I was actually about to post advice to a poster involved with a married man, and then stopped because I felt like a hypocrite. But then I wasn't sure if I was. I don't feel comfortable posting details, and really, I know the moral issues involved here. But knowing something doesn't make feelings go away suddenly.
So this is my situation. I am friends with a man I met at work, I've been friends with him for about two years. He befriended me when I first started working there, and has given me a lot of helpful advice about work, listened patiently to a lot of "girl talk" issues about my personal life, etc. He has a very sweet wife who's been very nice to me too. They also have an adorable son who is a toddler. They are also Catholic, and indeed meeting this man was one of the catalysts for me to get more interested in Catholicism and throw off some of my prior prejudices.
After being casual friends with him for about half a year, there was an incident in which he helped me out a lot, and ever since this I have had a crush on him, indeed have come to find him very attractive, and I even admit that at times I have impure thoughts about him. I have tried to get over this, I even tried dating someone else but that didn't take away those feelings for this man.
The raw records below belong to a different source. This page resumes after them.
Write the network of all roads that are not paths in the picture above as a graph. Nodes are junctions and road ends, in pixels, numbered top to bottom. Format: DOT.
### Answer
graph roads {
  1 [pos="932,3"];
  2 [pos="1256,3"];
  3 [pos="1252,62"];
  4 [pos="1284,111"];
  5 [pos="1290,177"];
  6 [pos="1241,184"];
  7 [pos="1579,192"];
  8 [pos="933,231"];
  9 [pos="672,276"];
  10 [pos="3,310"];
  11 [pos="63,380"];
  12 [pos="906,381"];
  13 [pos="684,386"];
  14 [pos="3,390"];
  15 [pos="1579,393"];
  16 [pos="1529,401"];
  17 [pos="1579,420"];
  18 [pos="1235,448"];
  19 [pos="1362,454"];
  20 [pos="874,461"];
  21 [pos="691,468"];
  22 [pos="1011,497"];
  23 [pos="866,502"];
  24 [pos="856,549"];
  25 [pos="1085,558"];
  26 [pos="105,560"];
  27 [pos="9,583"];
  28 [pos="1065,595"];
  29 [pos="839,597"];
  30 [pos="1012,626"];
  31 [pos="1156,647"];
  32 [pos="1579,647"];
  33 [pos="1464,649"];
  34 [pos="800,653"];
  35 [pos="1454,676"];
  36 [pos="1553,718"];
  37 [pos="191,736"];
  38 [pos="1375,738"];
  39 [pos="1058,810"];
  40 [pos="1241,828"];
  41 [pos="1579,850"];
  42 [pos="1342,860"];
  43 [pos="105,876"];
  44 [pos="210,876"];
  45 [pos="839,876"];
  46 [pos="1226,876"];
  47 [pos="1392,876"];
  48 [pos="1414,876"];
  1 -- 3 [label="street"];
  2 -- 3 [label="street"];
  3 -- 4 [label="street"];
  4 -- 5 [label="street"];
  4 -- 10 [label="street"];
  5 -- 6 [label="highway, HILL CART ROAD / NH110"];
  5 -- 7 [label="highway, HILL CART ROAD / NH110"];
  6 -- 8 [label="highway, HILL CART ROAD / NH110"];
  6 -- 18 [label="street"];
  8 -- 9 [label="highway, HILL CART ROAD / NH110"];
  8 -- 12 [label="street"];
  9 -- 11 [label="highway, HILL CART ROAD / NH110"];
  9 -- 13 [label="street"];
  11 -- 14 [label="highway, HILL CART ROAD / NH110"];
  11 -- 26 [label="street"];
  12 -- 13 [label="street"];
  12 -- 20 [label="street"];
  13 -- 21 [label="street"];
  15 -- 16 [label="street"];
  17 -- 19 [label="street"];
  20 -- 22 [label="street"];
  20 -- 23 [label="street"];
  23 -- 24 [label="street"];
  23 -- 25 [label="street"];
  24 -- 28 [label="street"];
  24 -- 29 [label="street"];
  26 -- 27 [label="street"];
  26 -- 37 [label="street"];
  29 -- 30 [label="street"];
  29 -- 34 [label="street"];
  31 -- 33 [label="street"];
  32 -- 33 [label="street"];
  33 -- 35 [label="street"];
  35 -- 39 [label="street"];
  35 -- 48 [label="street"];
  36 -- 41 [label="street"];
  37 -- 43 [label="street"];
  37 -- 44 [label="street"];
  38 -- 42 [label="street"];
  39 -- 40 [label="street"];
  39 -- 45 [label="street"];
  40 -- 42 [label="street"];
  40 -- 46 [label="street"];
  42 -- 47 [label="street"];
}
I know I am at the very least in an occasion for sin, if I'm not there already. I don't think this man has any idea how I feel, he has even compared me to a sister at one point. But then there have been times that he has confided marital issues to me, complaining about his wife, once he even started discussing their sex life and obviously this made me feel very uncomfortable. So I am wondering if perhaps I am presenting an occasion of sin for him as well.
Now, he is planning on moving to another state along with his family. Part of me feels this is really a sign, a providential one that I really should let him go and get on with my life. But a part of me still wants to keep in touch with him. I know that either way, I will miss him tremendously.
I know what the right thing to do is, but it's going to be hard. Any idea of what I should do to get over this man?